Art scriptural Atelier d'écriture Bachelard Deux Mil Vingt et Un

J’écoute le temps qui passe / Les mélodies oubliées / J’écris pour les analphabètes / Chacun sa route

J’écoute le temps qui passe. Il craque comme les lames d’un vieux parquet et grince comme un vieille porte. Des fois il passe un pu plus vite, comme un nuage dans le ciel. Parfois il file comme une trotteuse sur le cadran d’une montre. Parfois il se fige comme de la glace, et éclate. Parfois il s’écoule goutte à goutte. Parfois il tourne à toute allure et hurle comme un moteur de formule 1. Parfois il est complètement silencieux, et j’ai le sentiment que c’est lui qui m’écoute. Alors je lui parle. Je lui parle du temps qu’il fait, je lui parle de ce temps qui n’est plus, je lui parle de mes doutes sur les temps qui viendront. Alors il m’arrête, me dis que je suis trop bavard, et me propose d’écouter ensemble le temps présent, ce silence éternel.

J’ai dans mon crâne des vents qui circulent et qui sifflent. Ce sont des mélodies oubliées. Des mélodies liées à des mémoires perdues, des images déformées dans la galerie des glaces. J’ai du mal à reconnaître un visage. Je me demande souvent si ces visages, ces mémoires, ces mélodies sont bien les miennes, si je les aie réellement connues, si elles ne viennent pas de l’esprit d’un regard croisé, ou encore si elles ne flottent pas dans les airs à la recherche d’une cervelle à hanter. Ces mélodies qui ne sont pas les miennes appartiennent peut-être à des temps immémoriaux, aux histoires qu’on se raconte à la veillée, à des textes antiques, des mythologies, des contes pour les enfants de passage, des rédactions de souvenirs de vacances. Ce sont sans doute ces mélodies qui constituent le fondement de mon humanité, bien plus que mon identité, des noms de rechange pour les oublis de mon histoire.
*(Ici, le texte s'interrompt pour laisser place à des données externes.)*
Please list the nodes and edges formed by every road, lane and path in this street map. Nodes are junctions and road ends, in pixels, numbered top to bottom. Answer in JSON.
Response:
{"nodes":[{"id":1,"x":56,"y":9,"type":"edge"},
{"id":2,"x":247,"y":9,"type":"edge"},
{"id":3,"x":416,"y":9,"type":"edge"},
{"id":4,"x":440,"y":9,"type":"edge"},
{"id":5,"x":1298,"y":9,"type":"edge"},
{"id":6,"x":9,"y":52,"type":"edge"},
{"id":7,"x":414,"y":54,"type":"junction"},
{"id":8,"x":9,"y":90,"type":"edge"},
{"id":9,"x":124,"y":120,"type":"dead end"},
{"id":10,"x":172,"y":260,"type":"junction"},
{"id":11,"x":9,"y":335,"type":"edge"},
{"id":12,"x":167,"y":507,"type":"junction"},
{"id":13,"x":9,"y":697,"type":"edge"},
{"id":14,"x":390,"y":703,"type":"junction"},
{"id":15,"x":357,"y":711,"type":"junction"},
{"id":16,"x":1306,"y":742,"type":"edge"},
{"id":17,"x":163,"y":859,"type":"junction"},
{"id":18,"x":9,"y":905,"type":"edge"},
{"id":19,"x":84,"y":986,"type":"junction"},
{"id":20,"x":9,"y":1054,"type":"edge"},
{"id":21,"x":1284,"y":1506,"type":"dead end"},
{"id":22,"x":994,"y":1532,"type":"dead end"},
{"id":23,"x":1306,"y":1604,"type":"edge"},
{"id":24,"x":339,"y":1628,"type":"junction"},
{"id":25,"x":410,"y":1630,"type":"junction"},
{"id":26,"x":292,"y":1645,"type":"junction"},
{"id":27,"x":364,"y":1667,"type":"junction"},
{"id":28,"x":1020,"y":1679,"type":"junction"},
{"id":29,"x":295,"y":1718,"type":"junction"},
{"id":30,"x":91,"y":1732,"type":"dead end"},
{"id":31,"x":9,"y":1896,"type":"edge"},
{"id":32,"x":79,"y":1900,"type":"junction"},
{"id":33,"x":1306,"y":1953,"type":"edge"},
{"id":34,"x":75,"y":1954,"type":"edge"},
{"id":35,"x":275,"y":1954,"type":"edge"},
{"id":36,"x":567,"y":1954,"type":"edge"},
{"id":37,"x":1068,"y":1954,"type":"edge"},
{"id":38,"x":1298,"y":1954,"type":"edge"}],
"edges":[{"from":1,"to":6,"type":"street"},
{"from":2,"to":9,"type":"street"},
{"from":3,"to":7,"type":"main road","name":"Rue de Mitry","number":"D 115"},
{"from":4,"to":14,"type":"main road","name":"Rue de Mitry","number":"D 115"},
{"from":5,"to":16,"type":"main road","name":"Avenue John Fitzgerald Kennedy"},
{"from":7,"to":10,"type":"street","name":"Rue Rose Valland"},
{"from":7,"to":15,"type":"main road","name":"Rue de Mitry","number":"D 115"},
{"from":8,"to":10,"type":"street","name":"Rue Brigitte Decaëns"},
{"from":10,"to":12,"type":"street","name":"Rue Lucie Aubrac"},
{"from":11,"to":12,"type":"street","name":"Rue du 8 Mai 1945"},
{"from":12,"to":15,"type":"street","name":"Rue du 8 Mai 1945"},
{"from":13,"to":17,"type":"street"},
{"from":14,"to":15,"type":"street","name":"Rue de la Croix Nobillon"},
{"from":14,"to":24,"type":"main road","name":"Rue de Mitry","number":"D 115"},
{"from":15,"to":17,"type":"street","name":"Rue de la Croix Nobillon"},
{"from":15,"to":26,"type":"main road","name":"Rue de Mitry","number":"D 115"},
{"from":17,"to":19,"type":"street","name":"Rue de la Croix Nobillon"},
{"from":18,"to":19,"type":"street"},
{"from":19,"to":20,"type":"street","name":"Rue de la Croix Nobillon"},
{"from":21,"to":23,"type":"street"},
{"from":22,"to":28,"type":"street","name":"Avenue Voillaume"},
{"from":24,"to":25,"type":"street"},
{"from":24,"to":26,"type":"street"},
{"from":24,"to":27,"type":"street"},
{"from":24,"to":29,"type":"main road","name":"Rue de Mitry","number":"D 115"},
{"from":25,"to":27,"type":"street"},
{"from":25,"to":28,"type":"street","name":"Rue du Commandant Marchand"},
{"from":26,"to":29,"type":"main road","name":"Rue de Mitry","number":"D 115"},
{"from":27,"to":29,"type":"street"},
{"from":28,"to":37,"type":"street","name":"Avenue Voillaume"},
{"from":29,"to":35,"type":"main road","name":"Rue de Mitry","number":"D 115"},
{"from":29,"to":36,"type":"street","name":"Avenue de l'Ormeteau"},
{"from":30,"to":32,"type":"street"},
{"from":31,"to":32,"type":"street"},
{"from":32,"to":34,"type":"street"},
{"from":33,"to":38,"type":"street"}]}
J’écris pour les analphabètes. Je trace sur la feuille des symboles inconnus que nul, pas même moi, n’est capable de relire. Il s’agit peut-être d’un langage oublié, ou d’un langage inventé, du langage d’un étranger qui n’a pas de traducteur. J’écris pour ceux qui ne savent ni lire ni écrire, dans l’espoir qu’ils apprennent. Un jour peut-être un Champollion se penchera sur ces signes, et en tirera une signification qui ne sera jamais, après tout, que son interprétation. J’écris pour réinventer le langage, et j’en tire, après le travail d’écriture, des représentations nouvelles pour mon esprit, qui sinon aurait tendance à s’enliser dans la routine.

Chacun sa route. La mienne ne mène pas à Rome. Ce n’est pas non plus la route de Dijon, la belle digue digue aux cent clochers. Ce n’est pas la route de Paris, ni d’Avignon, ni de Toulouse. En vérité ma route, je ne sais pas où elle mène, mais je l’arpente par détours, par contours, par raccourcis, sans carte, sans boussole, heureux de me perdre en chemin, et de ne pas connaître la destination de ma destinée.